Un nouveau revers judiciaire pour les promoteurs à Biot
Mercredi 20 mai 2026, le tribunal administratif de Nice a annulé le permis de construire accordé au promoteur Sagec pour un programme de 32 logements collectifs au chemin des Soullières, dans le quartier résidentiel de Biot. Cette décision fait suite à un recours déposé en 2024 par l'association de riverains Devenir du Quartier des Soullières (ADQS). Il s'agit du deuxième projet immobilier sur trois à être mis en difficulté dans ce secteur.

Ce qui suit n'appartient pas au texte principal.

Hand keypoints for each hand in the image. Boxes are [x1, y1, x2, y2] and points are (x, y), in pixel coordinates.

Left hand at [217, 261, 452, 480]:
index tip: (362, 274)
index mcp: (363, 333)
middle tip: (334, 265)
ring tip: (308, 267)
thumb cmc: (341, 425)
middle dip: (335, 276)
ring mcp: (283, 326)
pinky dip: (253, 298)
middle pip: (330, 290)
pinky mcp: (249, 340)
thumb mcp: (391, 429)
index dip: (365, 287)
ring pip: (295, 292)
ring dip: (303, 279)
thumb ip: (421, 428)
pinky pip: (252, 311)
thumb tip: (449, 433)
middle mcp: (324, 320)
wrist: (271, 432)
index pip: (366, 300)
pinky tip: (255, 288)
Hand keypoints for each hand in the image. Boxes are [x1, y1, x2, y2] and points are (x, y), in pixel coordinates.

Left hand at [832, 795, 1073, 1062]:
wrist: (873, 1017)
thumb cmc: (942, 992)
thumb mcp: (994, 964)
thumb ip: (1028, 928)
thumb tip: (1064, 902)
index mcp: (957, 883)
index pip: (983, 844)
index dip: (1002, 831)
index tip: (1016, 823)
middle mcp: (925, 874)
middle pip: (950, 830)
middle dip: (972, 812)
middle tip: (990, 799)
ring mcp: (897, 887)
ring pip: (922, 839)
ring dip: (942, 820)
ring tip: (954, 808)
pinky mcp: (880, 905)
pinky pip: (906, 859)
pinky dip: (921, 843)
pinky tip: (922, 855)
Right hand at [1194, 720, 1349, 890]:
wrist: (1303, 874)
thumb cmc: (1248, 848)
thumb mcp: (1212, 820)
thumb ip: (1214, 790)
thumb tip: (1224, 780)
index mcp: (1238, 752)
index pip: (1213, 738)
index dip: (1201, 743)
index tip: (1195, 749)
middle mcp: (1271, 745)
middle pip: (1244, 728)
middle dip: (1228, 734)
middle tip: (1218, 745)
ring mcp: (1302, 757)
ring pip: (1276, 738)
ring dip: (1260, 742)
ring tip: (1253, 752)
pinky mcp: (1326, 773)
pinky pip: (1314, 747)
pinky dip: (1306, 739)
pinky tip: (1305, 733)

Un projet jugé inacceptable par les habitants
Le projet de Sagec prévoyait la construction de deux immeubles collectifs sur une parcelle de 3 500 m². Pour la municipalité et l'ADQS, cette perspective est inacceptable dans un paysage dominé par de petites villas. Le maire, Jean-Pierre Dermit, a indiqué avoir été contraint juridiquement de signer le permis après avoir perdu face au promoteur et au propriétaire du terrain. Il se félicite néanmoins du jugement, tout en reconnaissant que le dossier n'est pas clos.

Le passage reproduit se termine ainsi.